**Required action:** Reproduce all records below exactly.

Start of Exercise materials

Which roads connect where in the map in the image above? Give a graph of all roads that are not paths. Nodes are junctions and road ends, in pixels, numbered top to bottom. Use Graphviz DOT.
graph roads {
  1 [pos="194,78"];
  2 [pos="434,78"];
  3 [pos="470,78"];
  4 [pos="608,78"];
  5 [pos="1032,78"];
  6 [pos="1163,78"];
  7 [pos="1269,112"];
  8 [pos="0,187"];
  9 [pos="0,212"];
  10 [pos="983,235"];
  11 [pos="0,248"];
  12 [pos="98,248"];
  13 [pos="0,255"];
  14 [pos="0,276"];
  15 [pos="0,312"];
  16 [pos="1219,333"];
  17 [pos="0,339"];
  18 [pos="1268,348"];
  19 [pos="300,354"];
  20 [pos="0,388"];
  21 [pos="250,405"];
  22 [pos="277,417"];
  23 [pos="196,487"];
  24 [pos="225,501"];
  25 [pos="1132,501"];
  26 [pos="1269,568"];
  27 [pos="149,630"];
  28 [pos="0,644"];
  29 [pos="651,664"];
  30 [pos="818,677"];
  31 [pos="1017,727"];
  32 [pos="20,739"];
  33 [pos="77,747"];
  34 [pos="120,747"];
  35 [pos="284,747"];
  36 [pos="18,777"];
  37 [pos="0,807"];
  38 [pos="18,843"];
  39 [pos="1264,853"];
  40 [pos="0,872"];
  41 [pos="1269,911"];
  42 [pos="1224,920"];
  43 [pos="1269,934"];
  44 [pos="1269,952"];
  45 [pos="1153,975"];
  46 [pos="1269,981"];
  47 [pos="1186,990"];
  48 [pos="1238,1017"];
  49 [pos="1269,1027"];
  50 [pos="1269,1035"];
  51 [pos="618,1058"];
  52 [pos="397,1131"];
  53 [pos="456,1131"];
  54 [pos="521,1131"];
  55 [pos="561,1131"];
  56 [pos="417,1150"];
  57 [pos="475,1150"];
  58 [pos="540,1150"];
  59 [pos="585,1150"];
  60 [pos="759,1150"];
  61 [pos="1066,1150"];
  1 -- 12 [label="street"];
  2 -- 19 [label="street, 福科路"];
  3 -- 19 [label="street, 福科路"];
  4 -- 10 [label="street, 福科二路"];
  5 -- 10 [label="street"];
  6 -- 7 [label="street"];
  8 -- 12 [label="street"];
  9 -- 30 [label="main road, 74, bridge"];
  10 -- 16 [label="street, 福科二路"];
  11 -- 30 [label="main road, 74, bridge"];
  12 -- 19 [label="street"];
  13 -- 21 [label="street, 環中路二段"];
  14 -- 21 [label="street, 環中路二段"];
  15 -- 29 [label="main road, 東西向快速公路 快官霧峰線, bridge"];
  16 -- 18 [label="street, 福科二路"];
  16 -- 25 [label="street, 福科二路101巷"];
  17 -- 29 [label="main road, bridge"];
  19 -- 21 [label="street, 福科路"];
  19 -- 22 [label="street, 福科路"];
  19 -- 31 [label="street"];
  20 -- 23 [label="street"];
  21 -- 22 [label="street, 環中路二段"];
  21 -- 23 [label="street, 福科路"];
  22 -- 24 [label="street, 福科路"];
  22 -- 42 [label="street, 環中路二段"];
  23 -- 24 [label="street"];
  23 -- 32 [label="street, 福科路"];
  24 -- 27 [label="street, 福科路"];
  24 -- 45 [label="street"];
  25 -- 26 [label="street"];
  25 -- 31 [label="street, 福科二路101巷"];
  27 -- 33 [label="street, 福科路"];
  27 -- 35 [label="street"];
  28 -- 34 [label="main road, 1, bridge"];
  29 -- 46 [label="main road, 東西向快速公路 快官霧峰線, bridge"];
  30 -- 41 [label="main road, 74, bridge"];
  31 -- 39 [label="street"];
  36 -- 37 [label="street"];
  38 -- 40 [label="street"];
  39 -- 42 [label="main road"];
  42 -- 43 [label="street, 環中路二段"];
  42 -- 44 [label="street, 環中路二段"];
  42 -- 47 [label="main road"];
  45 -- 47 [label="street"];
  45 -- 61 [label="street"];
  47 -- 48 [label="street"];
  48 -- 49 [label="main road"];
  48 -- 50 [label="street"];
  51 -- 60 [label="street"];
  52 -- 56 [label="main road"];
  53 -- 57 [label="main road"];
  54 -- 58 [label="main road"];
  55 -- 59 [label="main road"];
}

End of Exercise materials

**Response box:**
Which roads connect where in the map in the image above? Give a graph of all roads that are not paths. Nodes are junctions and road ends, in pixels, numbered top to bottom. Use Graphviz DOT.
graph roads {
  1 [pos="194,78"];
  2 [pos="434,78"];
  3 [pos="470,78"];
  4 [pos="608,78"];
  5 [pos="1032,78"];
  6 [pos="1163,78"];
  7 [pos="1269,112"];
  8 [pos="0,187"];
  9 [pos="0,212"];
  10 [pos="983,235"];
  11 [pos="0,248"];
  12 [pos="98,248"];
  13 [pos="0,255"];
  14 [pos="0,276"];
  15 [pos="0,312"];
  16 [pos="1219,333"];
  17 [pos="0,339"];
  18 [pos="1268,348"];
  19 [pos="300,354"];
  20 [pos="0,388"];
  21 [pos="250,405"];
  22 [pos="277,417"];
  23 [pos="196,487"];
  24 [pos="225,501"];
  25 [pos="1132,501"];
  26 [pos="1269,568"];
  27 [pos="149,630"];
  28 [pos="0,644"];
  29 [pos="651,664"];
  30 [pos="818,677"];
  31 [pos="1017,727"];
  32 [pos="20,739"];
  33 [pos="77,747"];
  34 [pos="120,747"];
  35 [pos="284,747"];
  36 [pos="18,777"];
  37 [pos="0,807"];
  38 [pos="18,843"];
  39 [pos="1264,853"];
  40 [pos="0,872"];
  41 [pos="1269,911"];
  42 [pos="1224,920"];
  43 [pos="1269,934"];
  44 [pos="1269,952"];
  45 [pos="1153,975"];
  46 [pos="1269,981"];
  47 [pos="1186,990"];
  48 [pos="1238,1017"];
  49 [pos="1269,1027"];
  50 [pos="1269,1035"];
  51 [pos="618,1058"];
  52 [pos="397,1131"];
  53 [pos="456,1131"];
  54 [pos="521,1131"];
  55 [pos="561,1131"];
  56 [pos="417,1150"];
  57 [pos="475,1150"];
  58 [pos="540,1150"];
  59 [pos="585,1150"];
  60 [pos="759,1150"];
  61 [pos="1066,1150"];
  1 -- 12 [label="street"];
  2 -- 19 [label="street, 福科路"];
  3 -- 19 [label="street, 福科路"];
  4 -- 10 [label="street, 福科二路"];
  5 -- 10 [label="street"];
  6 -- 7 [label="street"];
  8 -- 12 [label="street"];
  9 -- 30 [label="main road, 74, bridge"];
  10 -- 16 [label="street, 福科二路"];
  11 -- 30 [label="main road, 74, bridge"];
  12 -- 19 [label="street"];
  13 -- 21 [label="street, 環中路二段"];
  14 -- 21 [label="street, 環中路二段"];
  15 -- 29 [label="main road, 東西向快速公路 快官霧峰線, bridge"];
  16 -- 18 [label="street, 福科二路"];
  16 -- 25 [label="street, 福科二路101巷"];
  17 -- 29 [label="main road, bridge"];
  19 -- 21 [label="street, 福科路"];
  19 -- 22 [label="street, 福科路"];
  19 -- 31 [label="street"];
  20 -- 23 [label="street"];
  21 -- 22 [label="street, 環中路二段"];
  21 -- 23 [label="street, 福科路"];
  22 -- 24 [label="street, 福科路"];
  22 -- 42 [label="street, 環中路二段"];
  23 -- 24 [label="street"];
  23 -- 32 [label="street, 福科路"];
  24 -- 27 [label="street, 福科路"];
  24 -- 45 [label="street"];
  25 -- 26 [label="street"];
  25 -- 31 [label="street, 福科二路101巷"];
  27 -- 33 [label="street, 福科路"];
  27 -- 35 [label="street"];
  28 -- 34 [label="main road, 1, bridge"];
  29 -- 46 [label="main road, 東西向快速公路 快官霧峰線, bridge"];
  30 -- 41 [label="main road, 74, bridge"];
  31 -- 39 [label="street"];
  36 -- 37 [label="street"];
  38 -- 40 [label="street"];
  39 -- 42 [label="main road"];
  42 -- 43 [label="street, 環中路二段"];
  42 -- 44 [label="street, 環中路二段"];
  42 -- 47 [label="main road"];
  45 -- 47 [label="street"];
  45 -- 61 [label="street"];
  47 -- 48 [label="street"];
  48 -- 49 [label="main road"];
  48 -- 50 [label="street"];
  51 -- 60 [label="street"];
  52 -- 56 [label="main road"];
  53 -- 57 [label="main road"];
  54 -- 58 [label="main road"];
  55 -- 59 [label="main road"];
}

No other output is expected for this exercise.